The loan-to-value ratio restrictions are hurting house sales across the country and should be revamped for first-time buyers, the real estate industry trade body claims.
The number of properties sold across New Zealand in July fell by a quarter (24.5 per cent) when compared to the same time last year.
The number of properties sold in Auckland fell by 30.6 per cent for the same period according to the latest data from the Real Institute of New Zealand (REINZ) – source of the most complete and accurate real estate data in New Zealand.
From a national perspective, this represents the lowest number of properties sold in a non-Christmas month (i.e. December/January) since August 2014.
“The number of sales across New Zealand has dropped significantly in comparison to the same time last year,” REINZ Chief Executive Bindi Norwell notes.
“A key reason for this is that the two biggest hurdles to purchasing a house right now are access to finance as the banks continue to tighten their lending criteria and loan-to-value (LVR) restrictions.
“This creates an intimidating barrier to entry to the real estate market, particularly for those saving for their first home.
“No matter where we are in the country, agents tell us that there are a good number of buyers out there, but that these two issues are impacting both investors and first-time buyers alike.
“When you throw in an election, winter, school holidays and one of the wettest Julys on record, it’s little wonder the number of properties sold last month fell so significantly.
“The LVR restrictions have done their job of slowing the market, but now it seems they are acting as a handbrake, which is why REINZ is calling for LVRs to be reviewed for first-time buyers,” says Norwell.
REINZ House Price Index
The REINZ House Price Index, which measures the changing value of property in the market, showed that the value of dwellings in New Zealand overall increased by 1.2 per cent.
Excluding Auckland, national values increased by 7.5 per cent, whereas in Auckland dwelling values have decreased by 2.1 per cent.
Median house price
Compared to one year ago, median house prices for July increased in all but four regions across the country (Auckland – down 1.2 per cent to $830,000, Bay of Plenty – down 1.2 per cent to $489,000, West Coast – down 23.5 per cent to $195,000 and Canterbury down 2.3 per cent to $420,000).
The national median price increased by 3.4 per cent year-on-year to $518,000 (up from $501,000) and the national median price, excluding Auckland, increased 6.1 per cent to $415,838 year-on-year.
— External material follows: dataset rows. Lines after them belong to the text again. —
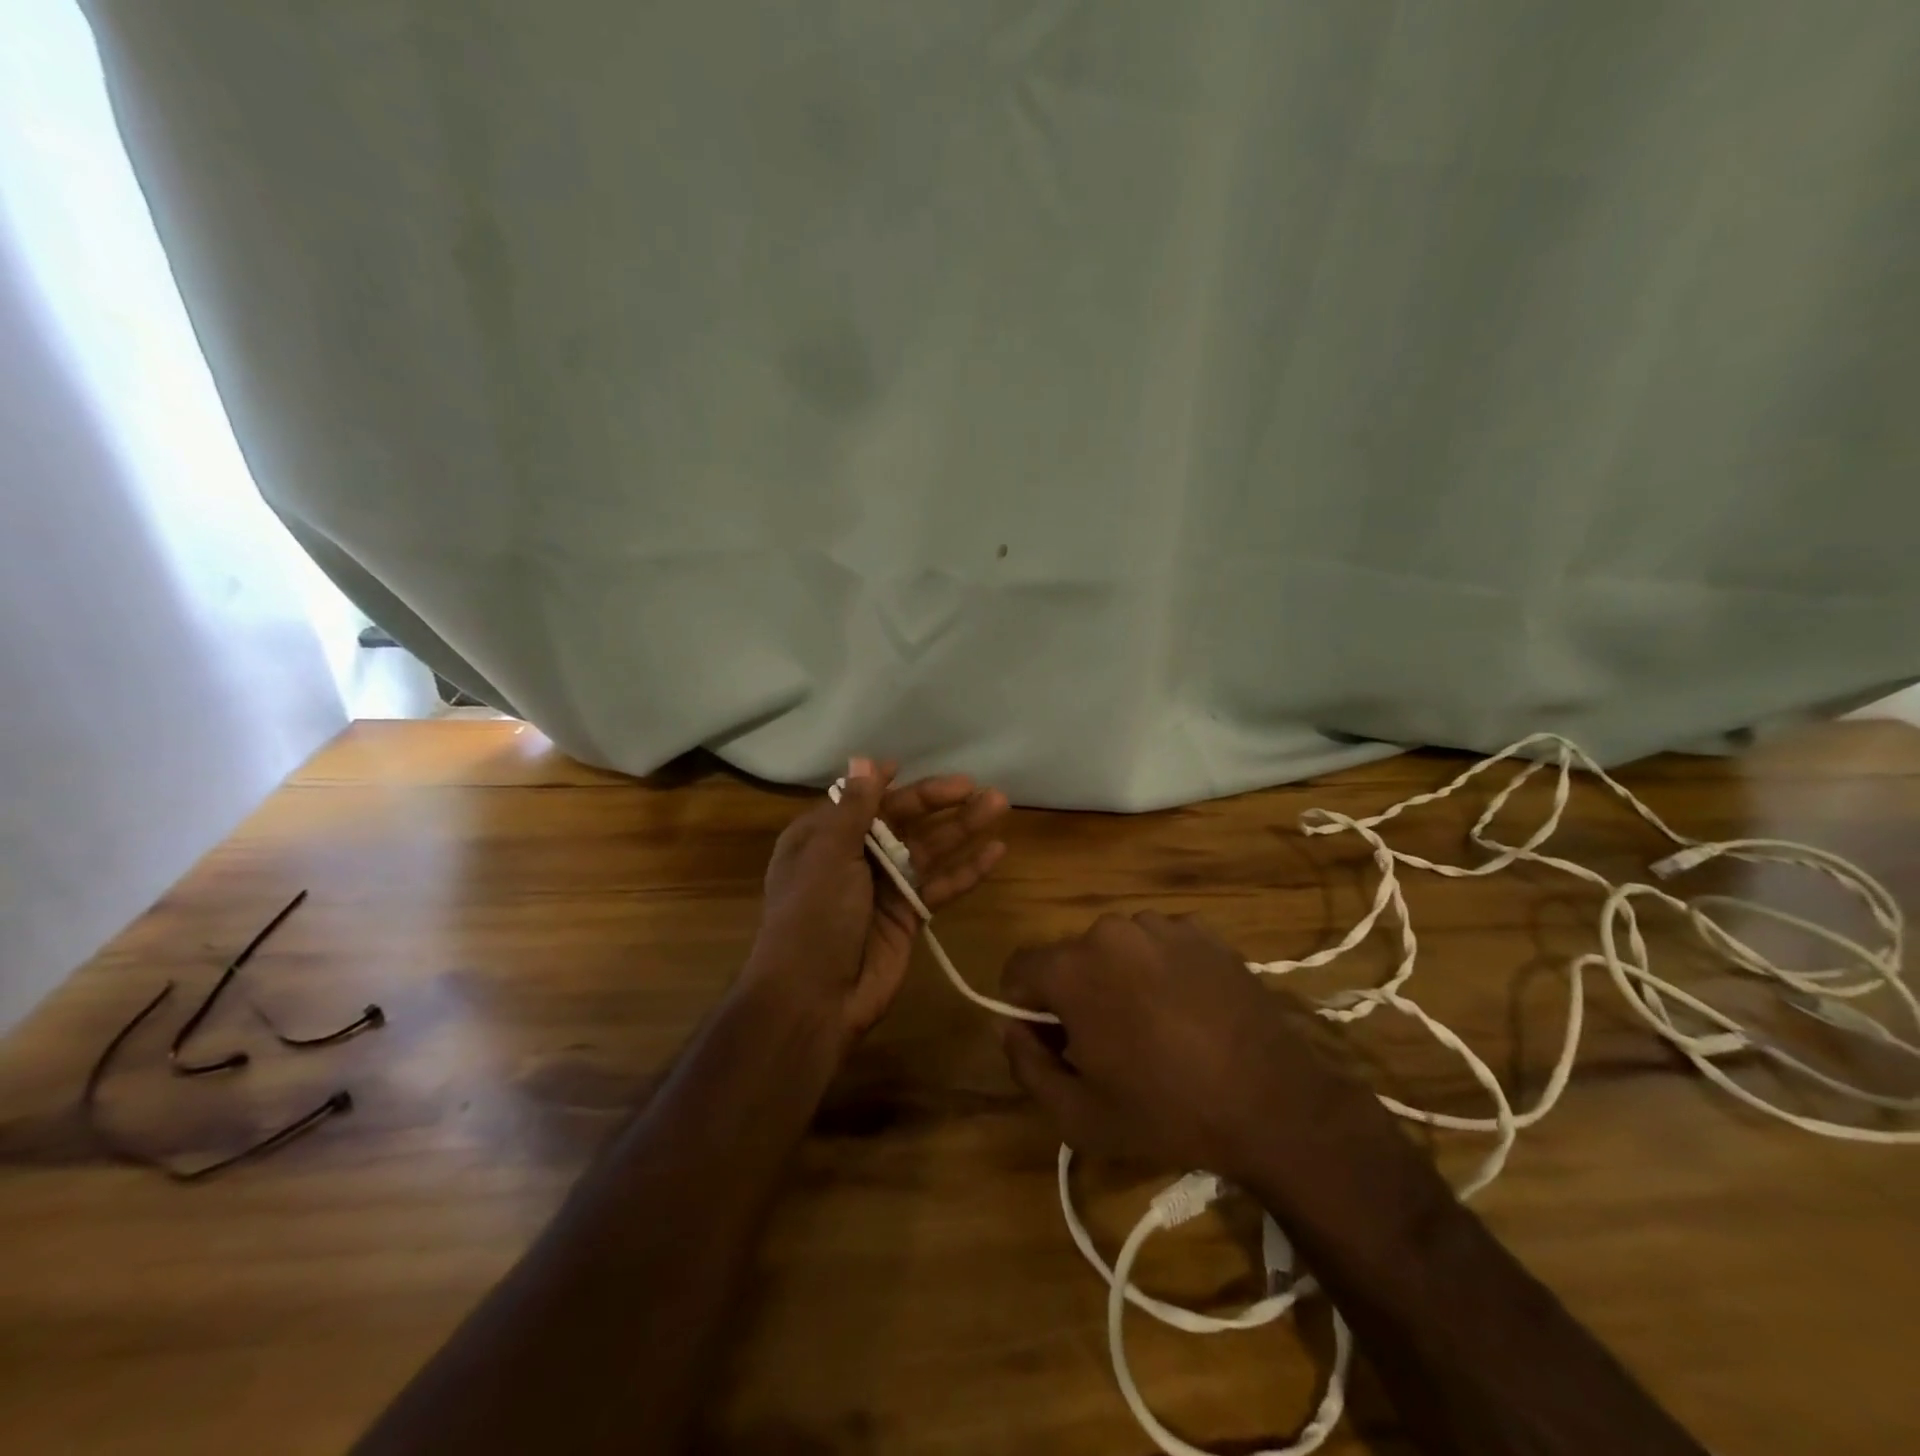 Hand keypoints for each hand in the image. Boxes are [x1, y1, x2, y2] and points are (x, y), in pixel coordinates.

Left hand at [744, 757, 1010, 1047]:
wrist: (814, 998)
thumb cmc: (814, 916)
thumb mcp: (828, 855)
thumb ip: (854, 809)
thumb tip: (865, 760)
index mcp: (822, 839)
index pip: (862, 802)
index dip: (887, 785)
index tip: (910, 765)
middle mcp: (854, 858)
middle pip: (902, 821)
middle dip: (938, 802)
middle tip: (976, 786)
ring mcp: (884, 888)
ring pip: (929, 849)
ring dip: (963, 828)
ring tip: (999, 805)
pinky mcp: (908, 916)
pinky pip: (941, 886)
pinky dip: (968, 870)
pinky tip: (996, 851)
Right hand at [998, 912, 1399, 1190]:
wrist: (1273, 1103)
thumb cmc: (1166, 1112)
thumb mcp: (1078, 1115)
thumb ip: (1025, 1066)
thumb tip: (1008, 1027)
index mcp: (1072, 968)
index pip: (1019, 969)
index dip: (1024, 1007)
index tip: (1052, 1041)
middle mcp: (1109, 930)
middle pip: (1069, 958)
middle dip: (1074, 995)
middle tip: (1107, 1045)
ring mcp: (1160, 924)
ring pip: (1114, 949)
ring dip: (1117, 980)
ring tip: (1154, 1028)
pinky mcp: (1201, 930)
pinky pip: (1158, 944)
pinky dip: (1158, 970)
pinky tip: (1188, 1011) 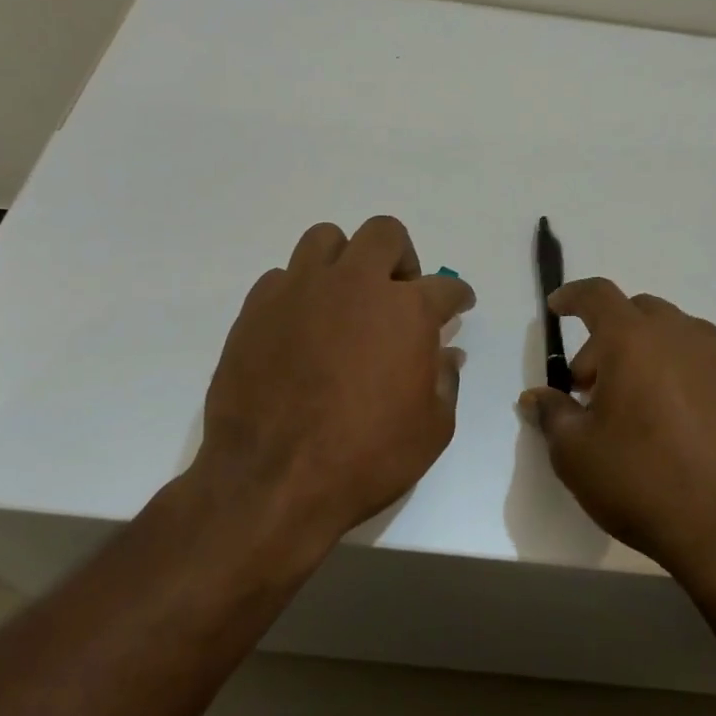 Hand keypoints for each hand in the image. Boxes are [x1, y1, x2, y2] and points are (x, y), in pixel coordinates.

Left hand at [197, 216, 473, 550]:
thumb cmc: (366, 458)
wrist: (272, 481)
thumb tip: (445, 353)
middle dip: (401, 257)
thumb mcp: (431, 430)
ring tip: (346, 298)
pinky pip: (283, 277)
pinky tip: (302, 327)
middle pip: (384, 234)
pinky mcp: (257, 308)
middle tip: (399, 293)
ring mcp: (301, 291)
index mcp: (407, 310)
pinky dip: (301, 292)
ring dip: (345, 260)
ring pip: (326, 239)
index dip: (458, 296)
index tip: (458, 305)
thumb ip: (444, 380)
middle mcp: (355, 285)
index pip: (446, 287)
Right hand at [519, 279, 715, 576]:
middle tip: (588, 385)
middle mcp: (680, 335)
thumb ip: (552, 414)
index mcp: (634, 339)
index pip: (597, 295)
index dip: (572, 296)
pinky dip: (672, 369)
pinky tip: (665, 418)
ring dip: (641, 351)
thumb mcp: (576, 453)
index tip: (556, 307)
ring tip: (628, 402)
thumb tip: (536, 398)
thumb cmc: (642, 480)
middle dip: (604, 337)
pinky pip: (696, 360)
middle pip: (635, 312)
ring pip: (670, 334) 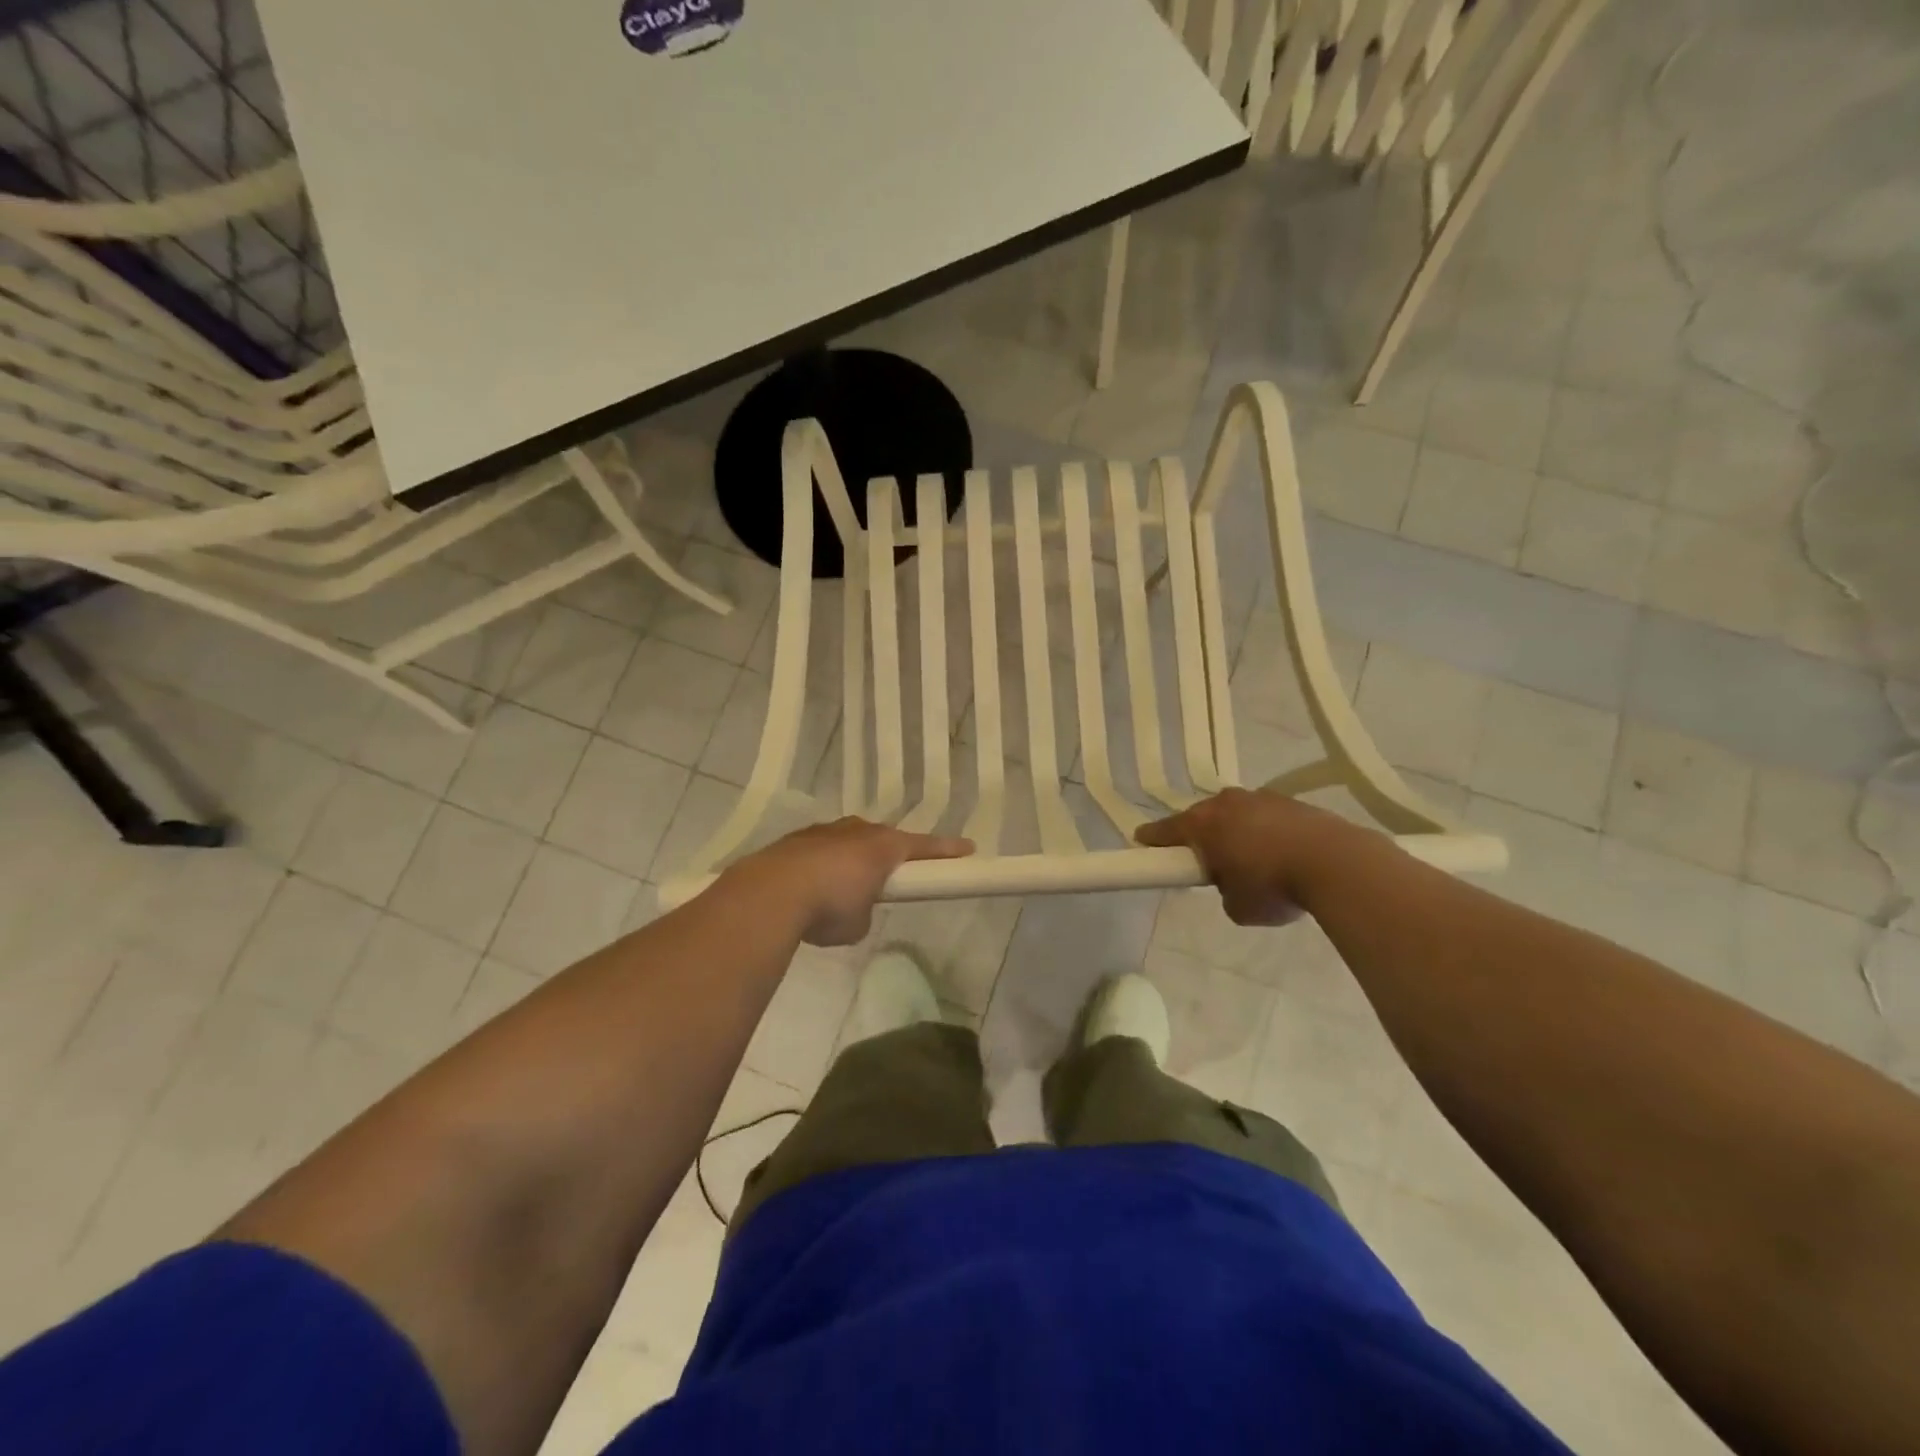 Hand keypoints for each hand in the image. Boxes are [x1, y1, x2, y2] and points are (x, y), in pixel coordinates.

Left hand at [731, 818, 973, 946]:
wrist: (771, 893)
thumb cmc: (829, 906)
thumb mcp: (858, 922)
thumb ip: (865, 910)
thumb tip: (853, 908)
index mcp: (883, 846)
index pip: (924, 846)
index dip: (947, 850)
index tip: (968, 849)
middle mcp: (857, 830)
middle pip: (883, 838)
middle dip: (890, 854)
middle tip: (892, 875)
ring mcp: (824, 831)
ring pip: (848, 840)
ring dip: (852, 858)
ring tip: (843, 886)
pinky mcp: (795, 840)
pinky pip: (820, 850)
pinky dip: (822, 865)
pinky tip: (810, 887)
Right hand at [1135, 789, 1360, 926]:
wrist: (1336, 864)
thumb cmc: (1273, 886)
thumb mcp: (1237, 907)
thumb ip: (1224, 891)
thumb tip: (1234, 883)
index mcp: (1203, 824)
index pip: (1165, 830)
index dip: (1151, 839)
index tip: (1141, 843)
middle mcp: (1227, 803)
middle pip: (1203, 817)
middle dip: (1201, 835)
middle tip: (1206, 860)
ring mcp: (1262, 798)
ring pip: (1237, 814)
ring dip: (1237, 831)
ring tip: (1252, 860)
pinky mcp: (1293, 802)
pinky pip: (1267, 816)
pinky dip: (1267, 832)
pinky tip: (1282, 854) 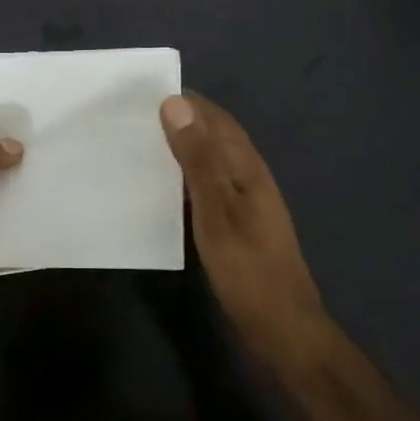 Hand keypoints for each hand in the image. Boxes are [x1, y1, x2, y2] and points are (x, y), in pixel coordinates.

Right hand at [161, 93, 329, 367]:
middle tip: (136, 117)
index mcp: (246, 165)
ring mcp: (247, 200)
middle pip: (215, 135)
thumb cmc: (247, 267)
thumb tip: (174, 103)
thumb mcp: (215, 210)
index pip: (215, 117)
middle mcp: (249, 175)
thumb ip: (196, 157)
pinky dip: (187, 175)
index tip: (144, 92)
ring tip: (143, 145)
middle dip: (182, 120)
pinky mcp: (239, 223)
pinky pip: (209, 184)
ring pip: (212, 159)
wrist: (283, 328)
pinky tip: (165, 187)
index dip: (185, 101)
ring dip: (184, 147)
Four regions also experienced record median prices year-on-year – Northland up 23 per cent to $455,000, Hawke’s Bay up 25.8 per cent to $400, 000, Nelson up 20.2 per cent to $493,000 and Otago up 15.3 per cent to $400,000.
“With the majority of the country experiencing price rises and four regions experiencing record prices, it shows that demand is still strong across significant portions of the country,” Norwell says.
“Most notably this growth is seen in provincial towns rather than the bigger cities – much of this can still be attributed to people looking to exit the bigger cities for more affordable and relaxed lifestyles,” she continues.
“While the median house price for Auckland has fallen slightly, the housing shortage coupled with the increased population growth means the City of Sails is likely to be protected from significant price decreases in the short term.”
Days to sell
The median number of days to sell a property nationally increased by 4 days (from 31 to 35) when compared to July 2016.
Regionally, Nelson had the shortest number of days to sell (24), followed by Wellington (28) and Otago and Southland (both on 29).
Property on the West Coast took the longest to sell at 111 days (a significant drop on the 162 days it took in July last year), followed by Northland on 46 and the Bay of Plenty on 45.
The number of properties sold by auction continues to decline across New Zealand with 767 auction sales in July representing 14 per cent of all sales.
This compares to 23 per cent of all sales in July 2016 and 14 per cent last month.
For the year to June, the number of auctions has declined by 31 per cent or 6,328 sales.
Between July 2016 and July 2017, the number of homes sold for more than $1million fell by 29 per cent from 1,002 to 708 to equal 13 per cent of all dwellings sold.
The number of dwellings sold for less than $500,000 fell by 27 per cent from 3,583 to 2,615 to equal 48 per cent of all homes sold across the country.
The number of properties available for sale nationally rose by 1,441 (7 per cent) compared to 12 months ago.
Additionally the number of properties for sale in the Auckland region increased by 2,648 (49 per cent) providing more choice to buyers.
Excluding Auckland, the number of properties for sale fell by 1,207 (-8 per cent) highlighting the impact Auckland has on the overall picture.
Compared to July 2016, the number of listings rose 19 per cent in Waikato, 11 per cent in Wellington and 10 per cent in the Bay of Plenty.
The regions with the biggest decrease in inventory were Southland (-32 per cent), Otago (-25 per cent) and the West Coast (-23 per cent).
“Auckland is not short of properties available for sale, given that the number of properties available has increased by nearly half,” Norwell observes.
The issue is purchasers being hamstrung by finance and LVR restrictions, she maintains.
“However, in the lower South Island, listings are down making it even harder for investors and first-time buyers to compete for properties,” concludes Norwell.